• The problem
For each line below that holds the word "scale", make a copy.

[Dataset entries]
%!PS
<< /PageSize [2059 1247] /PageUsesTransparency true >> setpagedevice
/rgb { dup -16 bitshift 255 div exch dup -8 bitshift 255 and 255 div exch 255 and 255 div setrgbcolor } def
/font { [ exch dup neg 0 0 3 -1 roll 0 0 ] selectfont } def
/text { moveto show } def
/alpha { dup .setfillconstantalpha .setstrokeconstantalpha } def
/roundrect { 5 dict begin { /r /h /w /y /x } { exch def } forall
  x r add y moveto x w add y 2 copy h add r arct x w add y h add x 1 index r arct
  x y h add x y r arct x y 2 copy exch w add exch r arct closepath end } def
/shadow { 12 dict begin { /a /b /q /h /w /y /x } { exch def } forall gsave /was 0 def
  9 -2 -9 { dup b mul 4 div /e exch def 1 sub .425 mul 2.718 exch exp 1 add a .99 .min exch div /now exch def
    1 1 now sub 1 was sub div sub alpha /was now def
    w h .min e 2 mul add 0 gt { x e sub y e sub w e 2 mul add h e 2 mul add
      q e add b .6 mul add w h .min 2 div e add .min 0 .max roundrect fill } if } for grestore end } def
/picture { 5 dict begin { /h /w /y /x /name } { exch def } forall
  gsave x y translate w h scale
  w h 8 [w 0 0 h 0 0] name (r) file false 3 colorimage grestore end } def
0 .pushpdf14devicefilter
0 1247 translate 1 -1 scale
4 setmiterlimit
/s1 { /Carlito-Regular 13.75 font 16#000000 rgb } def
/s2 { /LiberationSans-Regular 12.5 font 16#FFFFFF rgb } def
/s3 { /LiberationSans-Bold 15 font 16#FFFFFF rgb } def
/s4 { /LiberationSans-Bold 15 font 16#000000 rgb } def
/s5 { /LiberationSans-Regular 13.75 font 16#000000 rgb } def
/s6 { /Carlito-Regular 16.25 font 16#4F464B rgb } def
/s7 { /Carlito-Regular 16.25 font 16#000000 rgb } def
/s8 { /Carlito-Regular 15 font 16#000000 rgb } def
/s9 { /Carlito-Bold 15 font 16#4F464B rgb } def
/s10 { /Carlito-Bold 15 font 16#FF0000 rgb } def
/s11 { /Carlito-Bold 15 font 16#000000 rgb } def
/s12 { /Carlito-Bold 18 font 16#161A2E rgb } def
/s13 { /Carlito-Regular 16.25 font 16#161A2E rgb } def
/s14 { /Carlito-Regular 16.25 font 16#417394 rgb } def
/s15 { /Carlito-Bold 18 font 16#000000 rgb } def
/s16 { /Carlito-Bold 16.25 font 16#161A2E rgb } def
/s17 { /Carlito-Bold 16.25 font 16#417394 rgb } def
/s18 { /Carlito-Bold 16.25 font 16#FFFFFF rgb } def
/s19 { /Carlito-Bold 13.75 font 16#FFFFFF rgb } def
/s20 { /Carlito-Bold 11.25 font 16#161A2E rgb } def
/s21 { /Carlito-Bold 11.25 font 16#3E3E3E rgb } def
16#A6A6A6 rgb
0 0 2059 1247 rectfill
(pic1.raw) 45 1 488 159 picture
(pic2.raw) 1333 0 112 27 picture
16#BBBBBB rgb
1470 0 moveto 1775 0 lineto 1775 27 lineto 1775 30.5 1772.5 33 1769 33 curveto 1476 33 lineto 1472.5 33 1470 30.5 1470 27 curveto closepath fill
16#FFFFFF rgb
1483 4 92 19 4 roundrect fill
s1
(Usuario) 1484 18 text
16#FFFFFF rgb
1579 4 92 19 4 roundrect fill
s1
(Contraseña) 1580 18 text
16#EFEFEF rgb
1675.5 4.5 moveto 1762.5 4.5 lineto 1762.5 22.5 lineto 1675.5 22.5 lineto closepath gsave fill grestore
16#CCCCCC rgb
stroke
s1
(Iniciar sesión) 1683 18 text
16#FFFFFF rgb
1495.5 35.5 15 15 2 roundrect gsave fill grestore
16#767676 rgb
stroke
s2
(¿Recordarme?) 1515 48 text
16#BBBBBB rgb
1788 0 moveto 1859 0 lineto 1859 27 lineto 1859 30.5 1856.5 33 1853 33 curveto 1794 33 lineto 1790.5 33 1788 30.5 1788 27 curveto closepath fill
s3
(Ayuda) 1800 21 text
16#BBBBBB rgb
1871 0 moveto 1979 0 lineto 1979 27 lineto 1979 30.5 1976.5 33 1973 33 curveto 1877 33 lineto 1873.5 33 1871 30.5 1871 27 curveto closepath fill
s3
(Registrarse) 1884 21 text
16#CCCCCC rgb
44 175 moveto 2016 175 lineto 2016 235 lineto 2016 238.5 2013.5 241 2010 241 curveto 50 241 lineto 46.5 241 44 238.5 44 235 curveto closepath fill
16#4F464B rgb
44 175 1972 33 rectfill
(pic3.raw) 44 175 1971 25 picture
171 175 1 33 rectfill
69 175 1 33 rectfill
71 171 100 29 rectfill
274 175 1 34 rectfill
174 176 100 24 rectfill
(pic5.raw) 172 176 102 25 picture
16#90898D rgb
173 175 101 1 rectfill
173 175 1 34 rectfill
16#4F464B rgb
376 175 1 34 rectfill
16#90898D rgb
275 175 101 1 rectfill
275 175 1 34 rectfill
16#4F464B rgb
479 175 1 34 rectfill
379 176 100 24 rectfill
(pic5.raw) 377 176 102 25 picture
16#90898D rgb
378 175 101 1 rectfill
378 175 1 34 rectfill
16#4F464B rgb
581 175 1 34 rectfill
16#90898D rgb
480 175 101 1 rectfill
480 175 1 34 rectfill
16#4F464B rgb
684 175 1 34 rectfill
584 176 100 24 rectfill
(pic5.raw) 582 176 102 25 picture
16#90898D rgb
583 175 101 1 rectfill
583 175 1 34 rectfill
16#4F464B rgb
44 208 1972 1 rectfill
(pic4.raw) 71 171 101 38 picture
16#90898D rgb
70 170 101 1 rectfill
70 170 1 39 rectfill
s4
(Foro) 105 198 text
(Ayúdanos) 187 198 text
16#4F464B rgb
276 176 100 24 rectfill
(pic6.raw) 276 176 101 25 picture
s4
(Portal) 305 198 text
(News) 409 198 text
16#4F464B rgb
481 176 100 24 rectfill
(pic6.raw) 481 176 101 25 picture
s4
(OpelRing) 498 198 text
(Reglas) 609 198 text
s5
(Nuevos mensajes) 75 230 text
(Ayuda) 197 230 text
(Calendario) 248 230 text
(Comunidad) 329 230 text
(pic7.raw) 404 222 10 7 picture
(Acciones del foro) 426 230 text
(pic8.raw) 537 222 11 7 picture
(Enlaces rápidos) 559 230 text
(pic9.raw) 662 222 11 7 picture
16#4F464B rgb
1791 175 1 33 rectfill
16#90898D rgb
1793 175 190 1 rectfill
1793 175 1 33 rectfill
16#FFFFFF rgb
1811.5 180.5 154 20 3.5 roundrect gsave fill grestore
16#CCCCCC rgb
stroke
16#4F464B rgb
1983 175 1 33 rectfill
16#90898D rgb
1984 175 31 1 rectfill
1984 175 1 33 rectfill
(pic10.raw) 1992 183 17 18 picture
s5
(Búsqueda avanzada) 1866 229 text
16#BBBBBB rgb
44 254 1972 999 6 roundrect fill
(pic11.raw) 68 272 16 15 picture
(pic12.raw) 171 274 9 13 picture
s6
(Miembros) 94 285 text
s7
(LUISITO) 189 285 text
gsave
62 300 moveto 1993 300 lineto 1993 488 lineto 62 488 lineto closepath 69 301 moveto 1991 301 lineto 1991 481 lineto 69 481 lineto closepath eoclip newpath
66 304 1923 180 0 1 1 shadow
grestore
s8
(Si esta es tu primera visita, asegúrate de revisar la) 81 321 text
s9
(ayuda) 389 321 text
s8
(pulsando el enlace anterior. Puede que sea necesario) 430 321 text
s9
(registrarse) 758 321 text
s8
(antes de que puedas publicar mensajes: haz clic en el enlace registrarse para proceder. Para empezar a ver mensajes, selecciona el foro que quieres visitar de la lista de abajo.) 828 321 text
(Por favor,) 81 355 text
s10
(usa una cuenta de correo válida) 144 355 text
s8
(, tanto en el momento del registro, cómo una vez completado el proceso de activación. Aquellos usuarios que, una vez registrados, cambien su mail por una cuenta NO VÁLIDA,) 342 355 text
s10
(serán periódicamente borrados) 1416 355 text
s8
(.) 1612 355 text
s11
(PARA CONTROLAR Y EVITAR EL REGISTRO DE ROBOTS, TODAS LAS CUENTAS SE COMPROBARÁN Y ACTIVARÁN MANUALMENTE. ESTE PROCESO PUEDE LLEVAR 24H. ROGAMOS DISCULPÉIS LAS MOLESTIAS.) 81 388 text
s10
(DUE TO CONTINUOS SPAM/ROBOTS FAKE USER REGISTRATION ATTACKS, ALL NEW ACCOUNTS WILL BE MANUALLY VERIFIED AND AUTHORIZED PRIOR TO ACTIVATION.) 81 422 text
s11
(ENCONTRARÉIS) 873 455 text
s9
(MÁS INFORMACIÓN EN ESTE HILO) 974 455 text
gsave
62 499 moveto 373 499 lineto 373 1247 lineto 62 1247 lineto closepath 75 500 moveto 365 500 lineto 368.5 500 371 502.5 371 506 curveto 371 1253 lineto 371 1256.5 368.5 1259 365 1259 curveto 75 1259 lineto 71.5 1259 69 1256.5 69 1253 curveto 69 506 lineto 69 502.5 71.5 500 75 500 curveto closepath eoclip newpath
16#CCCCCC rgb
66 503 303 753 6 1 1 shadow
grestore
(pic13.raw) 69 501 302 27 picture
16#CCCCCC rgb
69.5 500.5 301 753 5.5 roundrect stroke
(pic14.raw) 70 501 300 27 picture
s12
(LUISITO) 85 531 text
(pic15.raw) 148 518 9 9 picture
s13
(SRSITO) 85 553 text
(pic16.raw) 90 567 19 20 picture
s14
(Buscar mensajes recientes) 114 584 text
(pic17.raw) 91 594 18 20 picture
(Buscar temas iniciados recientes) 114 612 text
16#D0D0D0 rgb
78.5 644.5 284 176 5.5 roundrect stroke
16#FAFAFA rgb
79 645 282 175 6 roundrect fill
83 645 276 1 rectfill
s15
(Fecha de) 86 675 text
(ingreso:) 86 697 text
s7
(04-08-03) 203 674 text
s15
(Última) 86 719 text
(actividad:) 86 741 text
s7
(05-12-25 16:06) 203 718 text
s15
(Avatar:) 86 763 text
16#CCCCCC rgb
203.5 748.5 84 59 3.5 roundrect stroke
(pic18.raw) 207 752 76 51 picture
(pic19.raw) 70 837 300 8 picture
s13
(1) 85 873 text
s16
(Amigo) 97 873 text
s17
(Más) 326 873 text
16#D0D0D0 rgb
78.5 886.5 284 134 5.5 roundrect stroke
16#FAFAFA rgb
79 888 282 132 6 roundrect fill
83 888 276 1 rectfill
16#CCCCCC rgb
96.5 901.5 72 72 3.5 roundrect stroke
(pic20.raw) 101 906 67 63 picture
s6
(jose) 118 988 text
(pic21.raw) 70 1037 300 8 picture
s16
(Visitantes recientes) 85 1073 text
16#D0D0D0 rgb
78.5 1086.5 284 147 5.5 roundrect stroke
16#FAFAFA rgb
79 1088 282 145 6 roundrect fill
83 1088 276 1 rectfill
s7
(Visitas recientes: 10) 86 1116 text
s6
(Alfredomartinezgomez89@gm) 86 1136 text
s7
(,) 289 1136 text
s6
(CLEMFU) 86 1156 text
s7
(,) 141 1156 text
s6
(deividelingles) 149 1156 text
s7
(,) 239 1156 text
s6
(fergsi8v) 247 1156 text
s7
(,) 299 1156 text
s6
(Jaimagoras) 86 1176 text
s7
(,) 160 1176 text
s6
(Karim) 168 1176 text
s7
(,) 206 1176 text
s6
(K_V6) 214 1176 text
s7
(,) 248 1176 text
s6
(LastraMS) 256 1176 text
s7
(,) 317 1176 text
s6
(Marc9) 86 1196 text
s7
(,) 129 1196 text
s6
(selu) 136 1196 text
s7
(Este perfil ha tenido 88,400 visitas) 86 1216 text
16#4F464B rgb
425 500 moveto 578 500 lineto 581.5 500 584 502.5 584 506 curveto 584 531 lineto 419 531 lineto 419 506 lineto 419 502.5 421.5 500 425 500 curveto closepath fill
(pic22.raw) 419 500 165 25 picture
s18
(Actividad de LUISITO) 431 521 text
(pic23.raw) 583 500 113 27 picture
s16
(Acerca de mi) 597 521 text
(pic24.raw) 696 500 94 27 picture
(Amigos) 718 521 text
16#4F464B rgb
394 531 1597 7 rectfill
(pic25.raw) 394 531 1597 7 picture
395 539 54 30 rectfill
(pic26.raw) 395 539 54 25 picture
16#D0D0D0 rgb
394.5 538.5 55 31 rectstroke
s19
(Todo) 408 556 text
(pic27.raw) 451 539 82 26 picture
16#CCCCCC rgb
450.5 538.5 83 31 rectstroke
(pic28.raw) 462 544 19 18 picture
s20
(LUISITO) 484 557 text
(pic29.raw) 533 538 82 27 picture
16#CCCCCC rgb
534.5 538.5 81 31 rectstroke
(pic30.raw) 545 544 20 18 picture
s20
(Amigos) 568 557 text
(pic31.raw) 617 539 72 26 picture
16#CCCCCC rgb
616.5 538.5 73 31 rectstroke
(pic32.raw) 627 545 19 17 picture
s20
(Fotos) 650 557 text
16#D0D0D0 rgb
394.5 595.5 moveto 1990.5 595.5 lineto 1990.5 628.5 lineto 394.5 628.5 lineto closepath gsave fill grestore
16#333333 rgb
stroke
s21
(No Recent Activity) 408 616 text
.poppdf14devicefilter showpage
---
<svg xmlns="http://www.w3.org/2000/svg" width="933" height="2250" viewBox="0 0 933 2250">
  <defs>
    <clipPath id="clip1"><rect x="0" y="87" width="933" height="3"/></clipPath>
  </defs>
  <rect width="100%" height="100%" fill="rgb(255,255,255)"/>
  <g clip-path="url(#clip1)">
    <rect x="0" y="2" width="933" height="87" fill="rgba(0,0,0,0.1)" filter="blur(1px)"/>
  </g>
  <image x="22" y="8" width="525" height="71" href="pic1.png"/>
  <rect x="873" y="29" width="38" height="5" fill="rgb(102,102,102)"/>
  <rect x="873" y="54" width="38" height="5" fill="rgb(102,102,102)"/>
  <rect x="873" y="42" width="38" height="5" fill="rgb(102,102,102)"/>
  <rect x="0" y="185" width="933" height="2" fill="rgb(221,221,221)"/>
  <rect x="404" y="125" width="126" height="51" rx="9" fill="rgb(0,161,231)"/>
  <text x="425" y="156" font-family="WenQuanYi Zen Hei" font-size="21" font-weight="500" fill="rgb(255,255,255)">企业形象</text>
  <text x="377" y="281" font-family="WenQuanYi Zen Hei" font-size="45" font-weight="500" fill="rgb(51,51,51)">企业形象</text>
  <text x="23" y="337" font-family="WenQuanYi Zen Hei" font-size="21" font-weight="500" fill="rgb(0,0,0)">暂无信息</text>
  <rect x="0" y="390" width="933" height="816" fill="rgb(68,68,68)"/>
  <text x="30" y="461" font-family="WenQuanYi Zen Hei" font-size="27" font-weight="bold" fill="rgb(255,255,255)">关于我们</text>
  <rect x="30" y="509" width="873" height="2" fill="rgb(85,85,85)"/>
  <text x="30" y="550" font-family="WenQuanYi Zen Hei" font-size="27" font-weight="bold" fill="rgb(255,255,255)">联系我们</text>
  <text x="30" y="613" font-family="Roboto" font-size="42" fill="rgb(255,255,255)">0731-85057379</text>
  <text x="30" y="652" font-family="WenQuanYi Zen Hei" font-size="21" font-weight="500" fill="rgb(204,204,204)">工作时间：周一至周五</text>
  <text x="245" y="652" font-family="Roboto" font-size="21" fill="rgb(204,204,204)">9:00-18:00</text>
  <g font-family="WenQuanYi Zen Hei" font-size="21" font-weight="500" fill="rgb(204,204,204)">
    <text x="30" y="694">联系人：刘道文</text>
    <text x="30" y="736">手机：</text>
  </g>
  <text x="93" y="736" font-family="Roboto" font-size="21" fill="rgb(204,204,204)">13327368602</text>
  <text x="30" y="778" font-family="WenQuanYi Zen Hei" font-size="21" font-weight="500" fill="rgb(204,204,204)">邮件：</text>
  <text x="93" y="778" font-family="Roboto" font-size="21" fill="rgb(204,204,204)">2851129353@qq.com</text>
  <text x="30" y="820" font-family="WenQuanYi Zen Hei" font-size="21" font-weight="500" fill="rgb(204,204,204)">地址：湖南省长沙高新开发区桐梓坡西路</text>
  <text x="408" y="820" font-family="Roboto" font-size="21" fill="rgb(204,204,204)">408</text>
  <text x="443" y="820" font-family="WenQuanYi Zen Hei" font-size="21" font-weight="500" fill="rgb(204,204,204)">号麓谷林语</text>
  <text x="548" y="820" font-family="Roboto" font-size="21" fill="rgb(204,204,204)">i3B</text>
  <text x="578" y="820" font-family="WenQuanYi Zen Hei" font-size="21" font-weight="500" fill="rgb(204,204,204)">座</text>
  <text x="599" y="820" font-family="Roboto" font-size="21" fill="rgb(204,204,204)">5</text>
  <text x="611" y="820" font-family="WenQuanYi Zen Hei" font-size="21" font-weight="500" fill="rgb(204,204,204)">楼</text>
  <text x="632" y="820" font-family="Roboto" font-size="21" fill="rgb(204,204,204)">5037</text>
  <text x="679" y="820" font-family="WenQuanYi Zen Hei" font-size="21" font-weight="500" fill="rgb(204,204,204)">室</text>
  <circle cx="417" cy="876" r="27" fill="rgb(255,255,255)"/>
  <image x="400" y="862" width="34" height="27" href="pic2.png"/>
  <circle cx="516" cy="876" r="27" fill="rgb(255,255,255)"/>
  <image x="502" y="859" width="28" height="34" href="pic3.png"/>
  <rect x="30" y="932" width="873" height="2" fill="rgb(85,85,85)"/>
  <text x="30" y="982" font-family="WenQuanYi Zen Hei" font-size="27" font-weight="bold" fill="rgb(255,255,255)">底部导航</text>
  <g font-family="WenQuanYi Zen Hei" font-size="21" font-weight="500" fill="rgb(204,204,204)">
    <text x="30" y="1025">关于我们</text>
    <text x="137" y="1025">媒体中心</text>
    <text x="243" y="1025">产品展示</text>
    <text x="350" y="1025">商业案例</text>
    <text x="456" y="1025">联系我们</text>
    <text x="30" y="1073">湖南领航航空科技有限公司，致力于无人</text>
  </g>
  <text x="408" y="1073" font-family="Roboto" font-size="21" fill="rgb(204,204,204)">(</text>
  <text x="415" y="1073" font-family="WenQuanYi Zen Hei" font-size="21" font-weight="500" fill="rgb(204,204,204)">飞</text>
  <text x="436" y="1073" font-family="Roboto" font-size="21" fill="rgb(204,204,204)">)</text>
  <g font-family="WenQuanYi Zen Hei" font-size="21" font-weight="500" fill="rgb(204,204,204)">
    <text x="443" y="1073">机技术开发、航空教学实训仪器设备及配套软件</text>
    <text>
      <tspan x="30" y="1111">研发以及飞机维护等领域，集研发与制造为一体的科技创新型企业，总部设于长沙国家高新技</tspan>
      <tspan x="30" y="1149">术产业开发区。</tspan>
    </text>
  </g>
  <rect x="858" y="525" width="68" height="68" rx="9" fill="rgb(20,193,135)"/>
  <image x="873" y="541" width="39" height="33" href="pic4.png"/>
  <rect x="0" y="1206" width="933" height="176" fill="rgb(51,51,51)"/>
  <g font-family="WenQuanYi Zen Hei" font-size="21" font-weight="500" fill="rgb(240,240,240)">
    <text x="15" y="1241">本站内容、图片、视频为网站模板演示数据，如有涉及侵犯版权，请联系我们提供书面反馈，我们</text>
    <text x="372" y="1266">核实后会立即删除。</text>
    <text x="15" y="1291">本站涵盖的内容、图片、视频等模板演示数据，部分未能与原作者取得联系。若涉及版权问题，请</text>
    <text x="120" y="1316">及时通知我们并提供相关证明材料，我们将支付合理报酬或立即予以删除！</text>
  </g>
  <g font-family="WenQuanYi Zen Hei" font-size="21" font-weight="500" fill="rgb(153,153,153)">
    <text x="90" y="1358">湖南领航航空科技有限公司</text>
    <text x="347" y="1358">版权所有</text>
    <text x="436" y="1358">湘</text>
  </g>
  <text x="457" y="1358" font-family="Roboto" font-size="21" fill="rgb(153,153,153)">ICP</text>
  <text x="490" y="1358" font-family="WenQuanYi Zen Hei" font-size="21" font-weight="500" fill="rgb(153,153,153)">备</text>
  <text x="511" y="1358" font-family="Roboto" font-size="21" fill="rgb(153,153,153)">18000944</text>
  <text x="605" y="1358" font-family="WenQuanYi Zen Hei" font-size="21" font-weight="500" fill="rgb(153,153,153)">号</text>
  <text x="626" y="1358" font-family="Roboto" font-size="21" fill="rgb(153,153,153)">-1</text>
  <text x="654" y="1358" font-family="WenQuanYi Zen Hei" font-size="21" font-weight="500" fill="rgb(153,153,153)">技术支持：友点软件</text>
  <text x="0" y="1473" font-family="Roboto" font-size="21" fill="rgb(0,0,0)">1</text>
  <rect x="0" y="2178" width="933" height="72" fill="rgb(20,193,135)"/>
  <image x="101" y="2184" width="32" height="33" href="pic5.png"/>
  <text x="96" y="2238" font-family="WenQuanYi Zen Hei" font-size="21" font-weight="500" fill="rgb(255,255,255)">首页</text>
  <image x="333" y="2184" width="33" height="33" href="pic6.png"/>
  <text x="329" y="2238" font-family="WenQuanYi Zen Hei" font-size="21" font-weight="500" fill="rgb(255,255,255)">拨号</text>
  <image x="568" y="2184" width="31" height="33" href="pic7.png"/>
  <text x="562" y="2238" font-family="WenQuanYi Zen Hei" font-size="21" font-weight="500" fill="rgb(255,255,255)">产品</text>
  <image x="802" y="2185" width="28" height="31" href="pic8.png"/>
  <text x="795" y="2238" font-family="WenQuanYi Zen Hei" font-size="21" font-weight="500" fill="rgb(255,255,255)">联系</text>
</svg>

• Exercise output
  gsave x y translate w h scale
0 1247 translate 1 -1 scale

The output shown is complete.